Confectioner’s custard is used in numerous worldwide pastry recipes.
It’s the traditional filling for choux pastries such as eclairs, cream puff, custard pies, Napoleons, currant buns, fresh fruit pies, ornamental fresh fruit cakes for weddings, baptisms or communions.
Confectioner’s custard is the topic of the day because we celebrate my uncle’s birthday tomorrow and as I’m the official family’s confectioner, I got hired once more to make the cake. My uncle’s favorite cake is Napoleon. He particularly enjoys alcohol flavored Napoleon and that’s not suitable for young children.
That’s why I’ve decided to please everyone, children, adults and the king of the day and the best way, but not the easiest is to make an assortment of several small cakes.
The easiest way is to cook a confectioner’s custard. This all in one custard will allow me to fill all of my small cakes assortment. How do I do?
I divide it into 4 bowls.I flavor part of my confectioner’s custard with alcohol to make my small Napoleons and I flavor 3 other bowls with chocolate, coffee and vanilla.

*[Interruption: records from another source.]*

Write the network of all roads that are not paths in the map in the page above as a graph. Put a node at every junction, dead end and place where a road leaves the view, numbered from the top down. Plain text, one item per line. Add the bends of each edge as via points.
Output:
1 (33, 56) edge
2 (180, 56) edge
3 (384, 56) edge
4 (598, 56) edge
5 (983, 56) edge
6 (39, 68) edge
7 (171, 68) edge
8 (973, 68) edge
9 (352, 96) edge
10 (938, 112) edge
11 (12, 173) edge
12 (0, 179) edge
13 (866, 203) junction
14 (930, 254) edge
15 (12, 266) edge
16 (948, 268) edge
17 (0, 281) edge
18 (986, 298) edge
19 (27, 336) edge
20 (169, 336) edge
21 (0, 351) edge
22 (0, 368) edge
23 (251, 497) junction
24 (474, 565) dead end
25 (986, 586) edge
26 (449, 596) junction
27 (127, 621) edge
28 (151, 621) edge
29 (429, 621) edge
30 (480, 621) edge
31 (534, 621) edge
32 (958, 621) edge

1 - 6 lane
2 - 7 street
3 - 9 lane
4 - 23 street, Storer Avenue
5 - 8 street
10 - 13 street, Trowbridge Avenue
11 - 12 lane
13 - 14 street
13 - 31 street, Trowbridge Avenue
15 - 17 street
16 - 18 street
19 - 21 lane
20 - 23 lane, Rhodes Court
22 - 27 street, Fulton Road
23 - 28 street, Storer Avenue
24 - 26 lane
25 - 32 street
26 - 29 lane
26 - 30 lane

I’ll wait for the confectioner’s custard bowl cool down, I’ll make a choux pastry and will bake some long shaped eclairs and some round shaped puffs.
This way, I’ll please everyone!
Milk, eggs, sugar and flour, that’s all you need to cook a confectioner’s custard.

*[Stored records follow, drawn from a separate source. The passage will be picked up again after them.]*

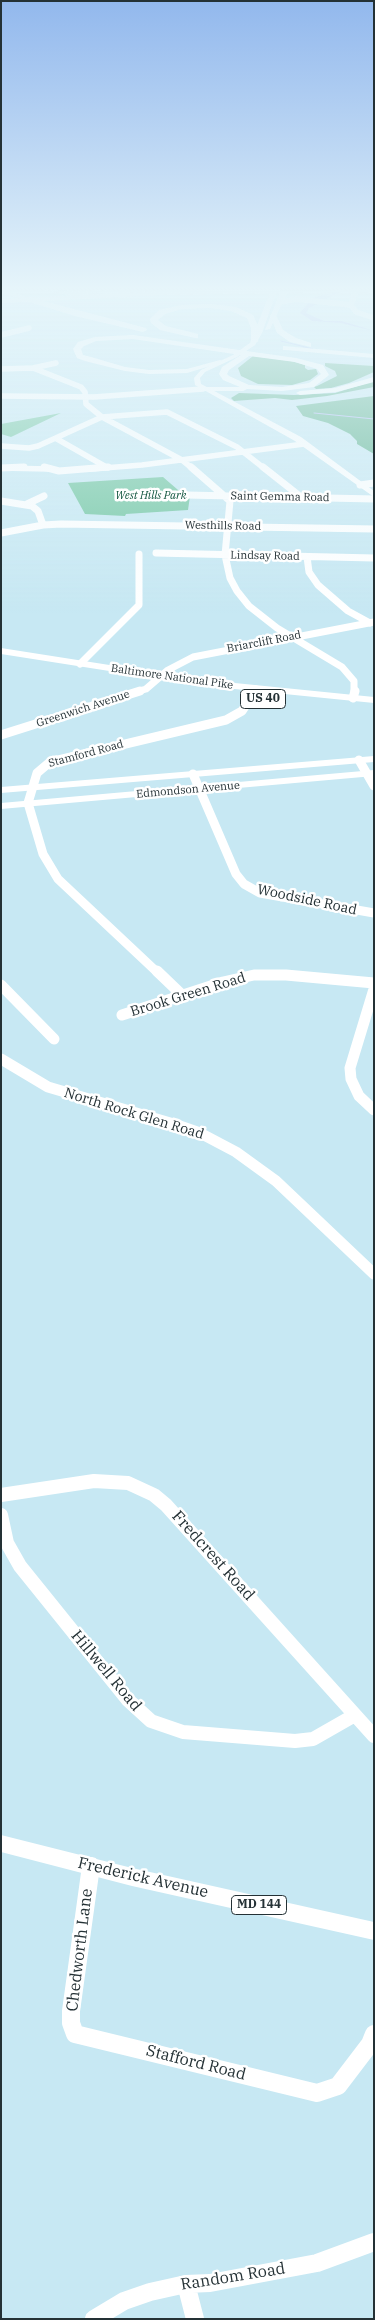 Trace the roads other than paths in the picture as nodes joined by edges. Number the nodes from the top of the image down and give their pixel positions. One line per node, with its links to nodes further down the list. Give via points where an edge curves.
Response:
1 (85, 398): 5 (street, via 86,404)
2 (220, 398): 4 (main road)
3 (226, 398): 4 (highway)
4 (230, 404): 7 (main road)
5 (102, 418): 6 (street); 9 (street, via 148,412 174,414); 10 (street)
6 (57, 439): 8 (street, via 29,448); 12 (street)
7 (304, 444): 9 (street); 14 (main road)
8 (1, 446)
9 (243, 452): 10 (street); 18 (street)
10 (182, 460): 12 (street); 16 (street)
11 (1, 468): 12 (street)
12 (108, 468)
13 (374, 484): 14 (street)
14 (360, 485): 19 (main road)
15 (186, 495): 16 (street, Saint Gemma Road)
16 (225, 495): 18 (street, Saint Gemma Road); 23 (street, via 230,501)
17 (44, 496): 21 (street)
18 (301, 497): 19 (street, Saint Gemma Road)
19 (374, 497)
20 (1, 501): 21 (street)
21 (27, 504): 22 (street, via 38,511)
22 (43, 525): 23 (street, Westhills Road); 25 (street, Westhills Road)
23 (227, 526): 24 (street, Westhills Road); 28 (street)
24 (374, 529)
25 (1, 532)
26 (156, 553): 28 (street, Lindsay Road)
27 (139, 554): 35 (street, via 139,605)
28 (225, 555): 29 (street, Lindsay Road); 32 (street, via 230,578 242,598)
29 (307, 557): 30 (street, Lindsay Road); 31 (street, via 309,572 322,589 348,611)
30 (374, 558)
31 (372, 623): 32 (street, Briarclift Road)
32 (290, 637): 36 (street, Briarclift Road, via 193,657); 39 (street, via 323,654 348,673 355,686)
33 (1, 651): 35 (main road, Baltimore National Pike / US 40)
34 (1, 660): 37 (main road, Baltimore National Pike / US 40)
35 (80, 664): 36 (main road, Baltimore National Pike / US 40)
36 (161, 676): 37 (street); 38 (main road, Baltimore National Pike / US 40)
37 (153, 685): 38 (main road, Baltimore National Pike / US 40); 42 (street, Greenwich Avenue)
38 (254, 693): 39 (main road, Baltimore National Pike / US 40); 41 (main road, Baltimore National Pike / US 40); 48 (street, Stamford Road, via 242,711 226,720 50,762 39,769)
39 (353, 698): 40 (main road, Baltimore National Pike / US 40)
40 (374, 700)
41 (374, 709)
42 (1, 735)
43 (374, 759): 44 (main road, Edmondson Avenue)
44 (359, 760): 45 (main road, Edmondson Avenue); 46 (street)
45 (193, 774): 48 (main road, Edmondson Avenue); 49 (street, Woodside Road)
46 (370, 774): 47 (street); 49 (main road, Edmondson Avenue)
47 (374, 786)
48 (33, 788): 50 (main road, Edmondson Avenue); 51 (street, Stamford Road)
49 (200, 789): 51 (main road, Edmondson Avenue); 53 (street, Woodside Road, via 236,874 244,884 260,893)
50 (1, 790)
51 (28, 803): 52 (main road, Edmondson Avenue); 57 (street, via 43,854 58,879)
52 (1, 806)
53 (374, 913)
54 (374, 983): 57 (street, Brook Green Road, via 261,974)
55 (1, 985): 59 (street)
56 (374, 989): 61 (street, via 350,1068 355,1088)
57 (182, 996): 58 (street, Brook Green Road)
58 (122, 1014)
59 (54, 1039)
60 (1, 1059): 62 (street, North Rock Glen Road, via 48,1086 200,1133 236,1152 276,1181)
61 (370, 1107)
62 (374, 1274)
63 (1, 1495): 65 (street, Fredcrest Road, via 111,1481 154,1495)
64 (1, 1515): 65 (street, Hillwell Road, via 7,1543 20,1566 128,1700 151,1721 183,1732 295,1741 313,1739)
65 (355, 1715): 66 (street, Fredcrest Road)
66 (374, 1736)
67 (1, 1843): 68 (main road, Frederick Avenue / MD 144)
68 (91, 1866): 69 (main road, Frederick Avenue / MD 144); 70 (street, Chedworth Lane, via 71,2011)
69 (374, 1931)
70 (75, 2034): 71 (street, Stafford Road, via 317,2093 338,2086)
71 (374, 2034)
72 (374, 2242): 73 (street, Random Road, via 317,2263 210,2283)
73 (186, 2284): 74 (street, Random Road, via 124,2301); 75 (street)
74 (94, 2319)
75 (195, 2319)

You don’t need to buy any mix to cook a successful confectioner’s custard easily!
The confectioner’s custard recipe I share with you today will allow you to save money and will avoid you to swallow any additive, that’s why this homemade confectioner’s custard is healthy compared to the over sugared that food industry sells.
Ingredients for a 4 servings fruits pie
- 50 cl Milk
- 150 gr Caster sugar
- 2 Eggs
- 50 gr flour
- Pour milk into a pan, mix in sugar and bring to a boil (15/20min)
- Break eggs and put into a bowl with remaining sugar plus flour. Combine with a whisk until the mixture is smooth and bubbly.
- Before milk boils, pour 2 ladles warm milk into the mixture and beat.
- Reduce heat to minimum as soon as milk is boiling and pour the mixture into the hot milk pan.
- Keep on stirring with a whisk for about 5 minutes over minimum heat, until custard thickens.
- My trick: Once cooked, I transfer confectioner’s custard into a bowl and cover it with a plastic wrap to keep it smooth.
- Once cooled down, eat it the way you wish, whether with some fruits or in pies, fruit cakes, puffs etc.